The discovery of the critical role PDAT1 has in TAG synthesis  suggested the importance of re-acylation of lysophospholipids and especially LPC, since it is produced as a result of PDAT1 activity. We hypothesized that in a situation where the responsibility for TAG synthesis is shifted to PDAT1 such as in the AS11 dgat1 mutant, profound changes in activity of re-acylation enzymes would be evident. As candidates of genes coding such enzymes, we proposed the two Arabidopsis genes LPLAT1 (At1g12640) and LPLAT2 (At1g63050), characterized by Ståhl et al.  as possessing broad specificity lysophospholipid acyltransferase activity. Although both of the genes to some extent could acylate a range of different lysophospholipids, they were shown to have a strong preference towards LPC. For this reason we chose to name the two genes LPCAT1 (At1g12640) and LPCAT2 (At1g63050), in the current study.

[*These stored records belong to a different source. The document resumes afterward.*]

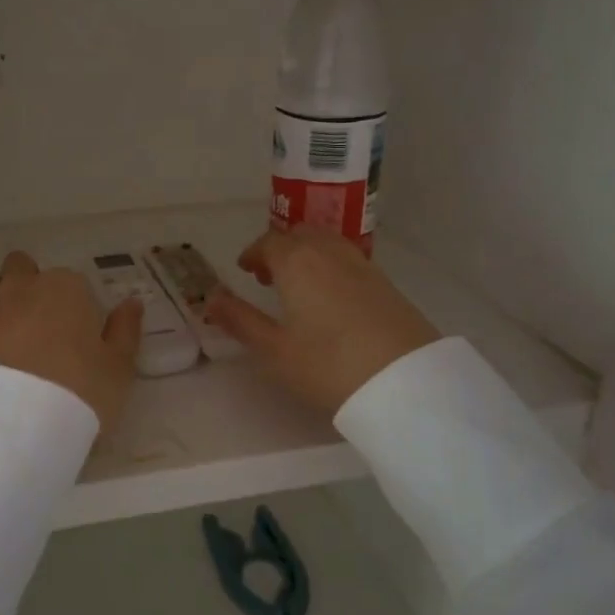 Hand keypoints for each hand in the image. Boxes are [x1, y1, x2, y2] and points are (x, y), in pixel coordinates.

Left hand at [0, 251, 143, 430]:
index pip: (72, 281)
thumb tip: (132, 304)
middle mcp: (22, 286)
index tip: (79, 332)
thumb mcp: (119, 366)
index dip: (75, 304)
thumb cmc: (79, 388)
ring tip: (10, 333)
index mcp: (65, 287)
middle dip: (29, 285)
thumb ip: (125, 330)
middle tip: (42, 323)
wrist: (14, 423)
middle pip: (21, 267)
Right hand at [205, 226, 438, 414]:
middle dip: (279, 248)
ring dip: (306, 253)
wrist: (404, 380)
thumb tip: (210, 299)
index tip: (244, 269)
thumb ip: (240, 320)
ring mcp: (361, 264)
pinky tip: (330, 297)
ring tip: (298, 284)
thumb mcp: (274, 350)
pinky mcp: (385, 282)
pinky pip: (348, 258)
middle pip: (299, 234)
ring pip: (326, 243)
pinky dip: (330, 264)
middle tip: (267, 275)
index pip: (269, 242)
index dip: (253, 253)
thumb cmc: (328, 364)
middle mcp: (328, 252)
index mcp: (296, 261) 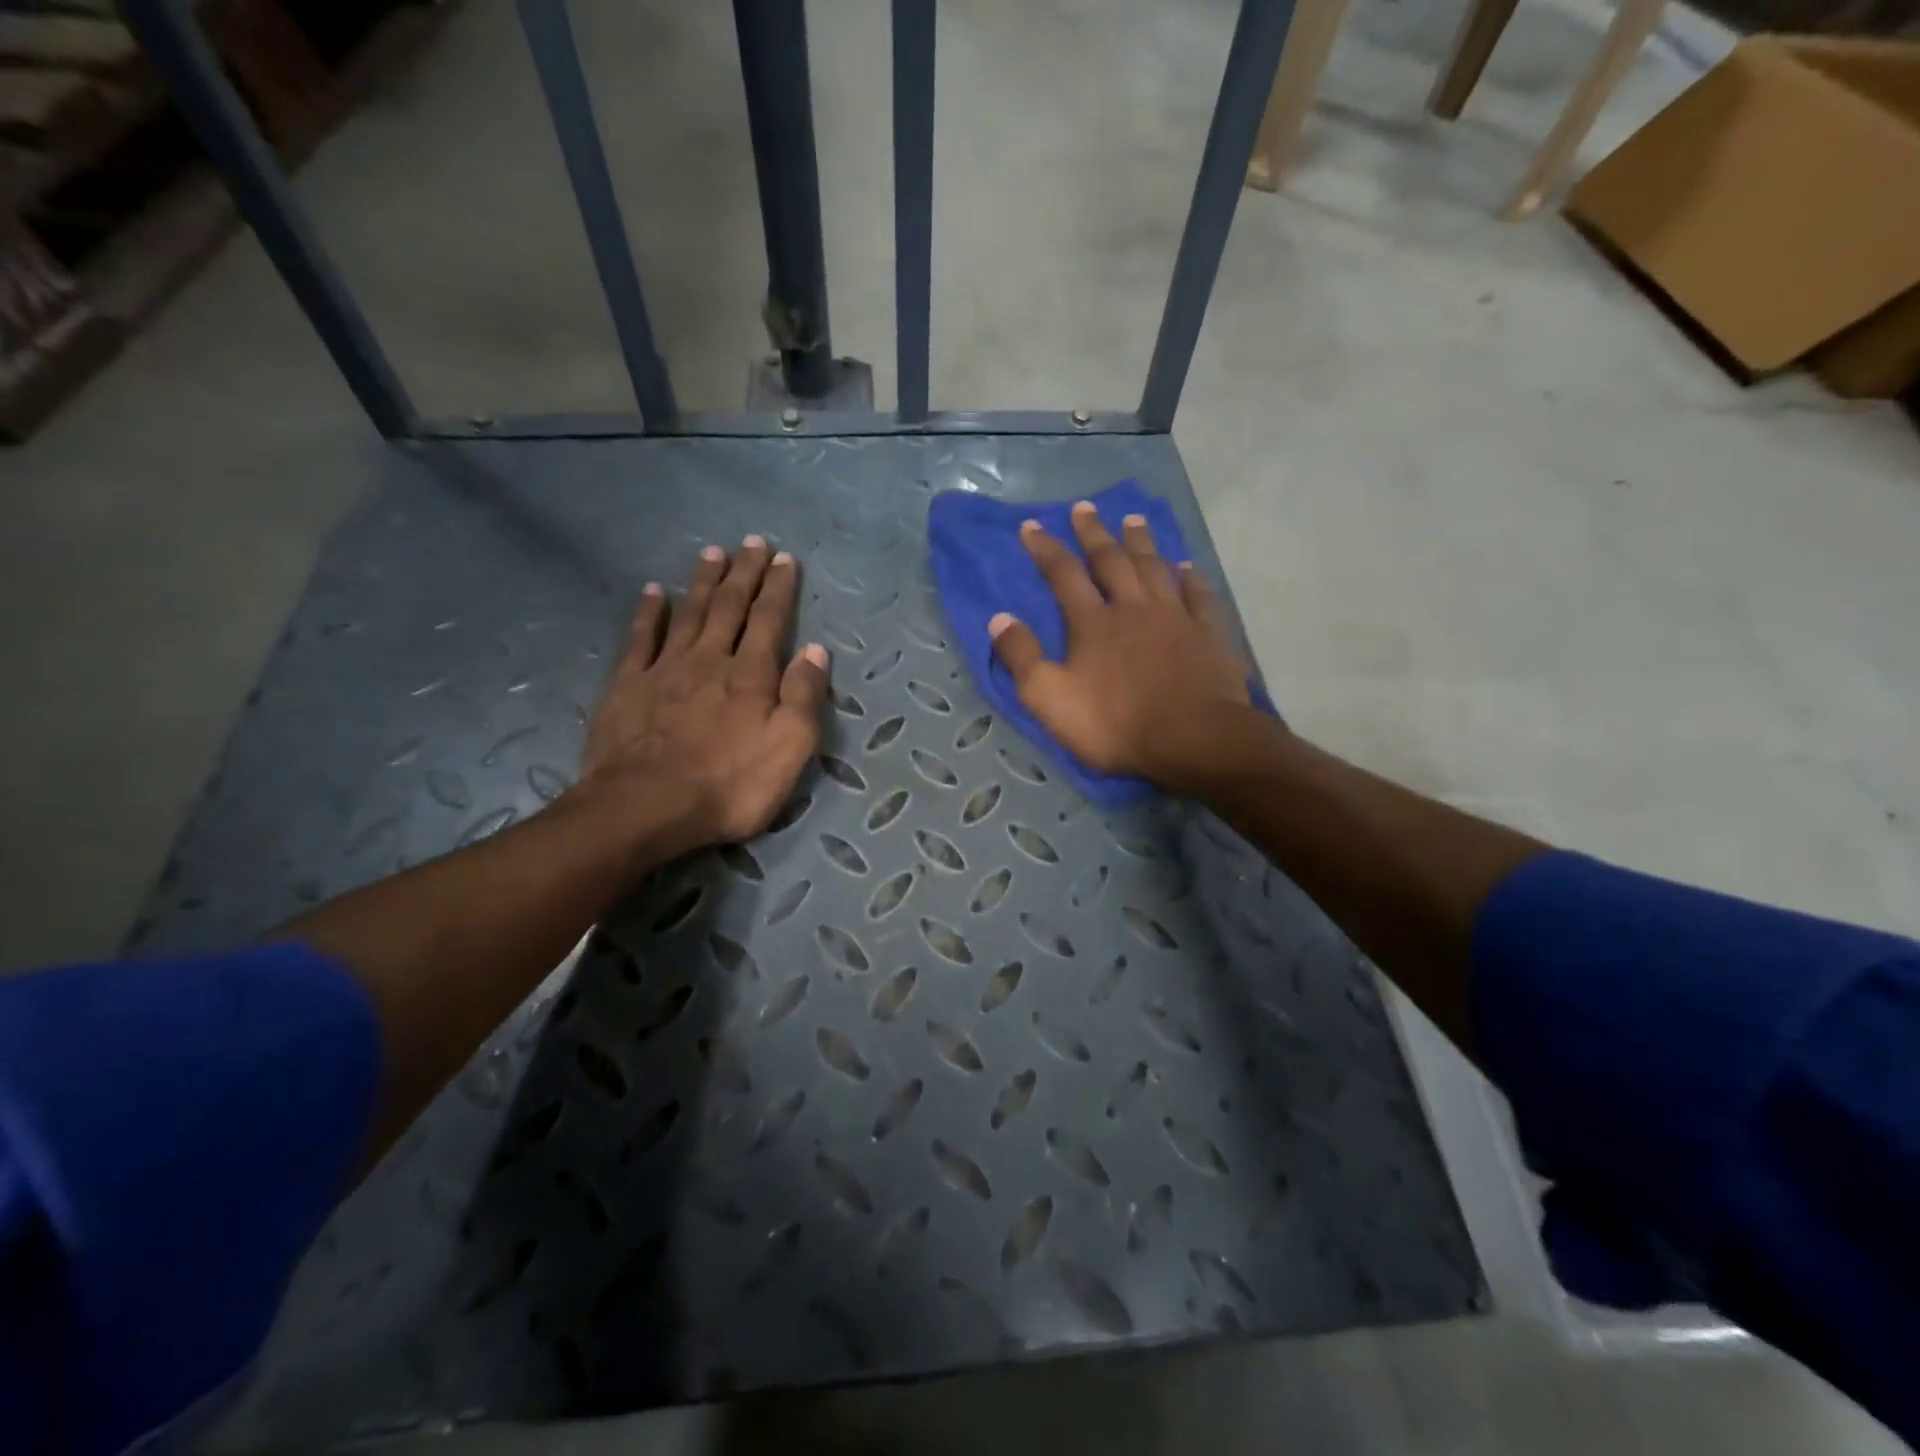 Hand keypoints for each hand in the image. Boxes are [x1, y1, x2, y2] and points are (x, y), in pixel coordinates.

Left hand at [581, 537, 828, 853]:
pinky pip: (639, 638)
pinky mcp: (627, 685)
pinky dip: (648, 612)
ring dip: (702, 581)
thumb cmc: (729, 785)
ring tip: (712, 552)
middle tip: (752, 542)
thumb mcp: (789, 749)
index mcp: (751, 675)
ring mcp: (664, 669)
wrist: (646, 807)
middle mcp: (710, 660)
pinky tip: (653, 591)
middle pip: (729, 607)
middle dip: (744, 573)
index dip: (779, 588)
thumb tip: (817, 651)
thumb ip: (804, 697)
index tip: (785, 558)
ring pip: (688, 613)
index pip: (770, 620)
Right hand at [989, 501, 1252, 787]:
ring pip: (1155, 569)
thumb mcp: (1050, 698)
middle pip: (1111, 561)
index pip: (1063, 574)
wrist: (1192, 739)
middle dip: (1093, 534)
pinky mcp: (1207, 635)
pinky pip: (1198, 596)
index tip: (1031, 525)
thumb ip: (1022, 657)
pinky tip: (1186, 567)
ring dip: (1141, 543)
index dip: (1045, 549)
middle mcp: (1133, 608)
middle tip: (1084, 507)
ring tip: (1133, 519)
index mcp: (1093, 622)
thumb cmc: (1115, 723)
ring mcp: (1175, 618)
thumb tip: (999, 619)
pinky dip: (1190, 578)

Here we report the further genetic and biochemical characterization of the AS11 dgat1 mutant. During the course of microarray and qRT-PCR studies of AS11 vs WT gene expression in mid-developing siliques, we found that LPCAT2, encoding acyl-CoA:lysophosphatidylcholine acyltransferase 2 (EC 126.96.36.199), was up-regulated while LPCAT1 was not affected. By a series of biochemical studies and key crosses of AS11 with either lpcat1 or lpcat2 knockout mutants, we determined that LPCAT2 (and much less so LPCAT1) is most critical for TAG synthesis in the AS11 mutant, primarily to maintain the PC pool for TAG assembly primarily catalyzed by PDAT1.